Sahel und Roska haben zusammen mit ihren Gruppen den Durchbruch dieser neuen Therapie am Pfingstmontag im angesehenen Fachjournal «Nature Medicine» veröffentlicht. Zunächst hätten sie den Erfolg bei diesem einen Patienten beschrieben, räumen die Wissenschaftler ein. Dabei haben sie sechs weitere behandelt. Aber da kam die Corona-Pandemie dazwischen, denn ein Teil der Strategie, die Blinden wieder sehend zu machen, liegt darin, sie mit einer Spezialbrille zu trainieren. «Das war im letzten Jahr nicht überall durchgängig möglich, beispielsweise nicht in Grossbritannien», sagte Roska. Die Patienten wurden in verschiedenen Zentren untersucht und geschult.

Injektion ins Auge

Die Therapie, die Roska und Sahel in den letzten 13 Jahren zusammen entwickelt und für die Behandlung angepasst haben, ist eine verblüffende molekularbiologische Technik. Die Forscher stellen den Patienten quasi neue Lichtrezeptoren zur Verfügung. Wenn die Zellen der Betroffenen in der Netzhaut zugrunde gehen, dann degenerieren auch diese lichtempfindlichen Proteine, welche die Lichtreize empfangen und an die Nervenzellen weitergeben. Der Sehnerv überträgt normalerweise die Signale ans Gehirn, wo sie zu Bildern zusammengesetzt werden.
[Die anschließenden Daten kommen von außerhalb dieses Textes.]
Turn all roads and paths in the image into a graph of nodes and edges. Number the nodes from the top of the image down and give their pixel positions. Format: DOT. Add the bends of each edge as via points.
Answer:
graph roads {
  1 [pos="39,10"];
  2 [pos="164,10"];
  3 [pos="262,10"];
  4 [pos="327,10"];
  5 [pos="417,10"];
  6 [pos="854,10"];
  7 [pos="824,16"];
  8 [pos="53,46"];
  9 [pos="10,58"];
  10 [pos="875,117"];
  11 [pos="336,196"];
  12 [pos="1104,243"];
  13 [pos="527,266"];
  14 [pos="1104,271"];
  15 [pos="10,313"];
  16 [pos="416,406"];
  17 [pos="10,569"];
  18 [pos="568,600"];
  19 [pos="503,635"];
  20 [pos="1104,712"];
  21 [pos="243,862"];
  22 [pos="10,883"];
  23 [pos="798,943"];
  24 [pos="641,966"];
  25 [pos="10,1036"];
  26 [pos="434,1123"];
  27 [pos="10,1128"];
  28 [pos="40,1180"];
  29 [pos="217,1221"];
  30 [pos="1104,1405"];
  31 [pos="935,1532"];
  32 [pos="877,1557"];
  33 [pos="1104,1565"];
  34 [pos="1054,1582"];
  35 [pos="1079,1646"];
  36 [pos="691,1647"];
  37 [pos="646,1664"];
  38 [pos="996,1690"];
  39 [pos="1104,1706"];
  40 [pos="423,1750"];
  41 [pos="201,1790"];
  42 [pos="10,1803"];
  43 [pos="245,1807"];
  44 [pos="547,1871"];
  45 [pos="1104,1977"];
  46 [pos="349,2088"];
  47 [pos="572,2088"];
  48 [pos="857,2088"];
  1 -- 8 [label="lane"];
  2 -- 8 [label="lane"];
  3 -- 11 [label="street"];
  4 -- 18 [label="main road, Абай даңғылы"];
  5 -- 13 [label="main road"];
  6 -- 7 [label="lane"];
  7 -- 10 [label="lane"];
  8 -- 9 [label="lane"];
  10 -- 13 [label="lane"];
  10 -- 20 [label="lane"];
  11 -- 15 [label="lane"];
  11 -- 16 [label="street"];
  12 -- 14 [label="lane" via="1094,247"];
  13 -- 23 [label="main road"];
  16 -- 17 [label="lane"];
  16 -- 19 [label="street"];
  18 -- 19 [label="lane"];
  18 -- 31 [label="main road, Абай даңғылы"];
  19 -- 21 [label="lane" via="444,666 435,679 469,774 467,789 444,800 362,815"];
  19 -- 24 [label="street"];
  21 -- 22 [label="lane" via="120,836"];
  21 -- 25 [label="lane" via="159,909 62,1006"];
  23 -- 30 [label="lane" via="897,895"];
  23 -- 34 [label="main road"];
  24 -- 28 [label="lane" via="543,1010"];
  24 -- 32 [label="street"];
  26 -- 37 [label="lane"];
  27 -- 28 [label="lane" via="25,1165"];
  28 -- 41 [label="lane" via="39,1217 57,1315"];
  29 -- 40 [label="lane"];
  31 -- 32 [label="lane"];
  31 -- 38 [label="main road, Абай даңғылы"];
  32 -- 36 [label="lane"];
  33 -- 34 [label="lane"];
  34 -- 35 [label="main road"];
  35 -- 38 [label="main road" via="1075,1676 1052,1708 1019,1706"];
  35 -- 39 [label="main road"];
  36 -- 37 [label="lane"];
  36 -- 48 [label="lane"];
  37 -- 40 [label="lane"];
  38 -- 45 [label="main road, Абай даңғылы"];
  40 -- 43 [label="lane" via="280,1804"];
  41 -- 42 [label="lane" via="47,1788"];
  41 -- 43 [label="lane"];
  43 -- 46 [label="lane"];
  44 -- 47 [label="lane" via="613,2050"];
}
Da bei den Retinitis-pigmentosa-Patienten viele der Netzhautzellen unwiederbringlich verloren sind, schleusen die Forscher ein Gen für einen solchen Lichtrezeptor ein – und zwar mithilfe von abgeschwächten Viren. Diese bringen ihre Fracht in bestimmte Zellen der Netzhaut ein, in diesem Fall in die sogenannten Ganglienzellen. «Das geschieht durch eine einmalige Injektion ins Auge, die ein Leben lang anhalten sollte», sagte Sahel. «Wir wissen aus Tierversuchen, dass es drei bis vier Monate dauert, bis sich in den Zellen die Lichtempfindlichkeit ausbildet», ergänzte Roska.

«In gesunden Augen arbeiten mindestens 20 Gene zusammen, um Lichtsignale einzufangen.»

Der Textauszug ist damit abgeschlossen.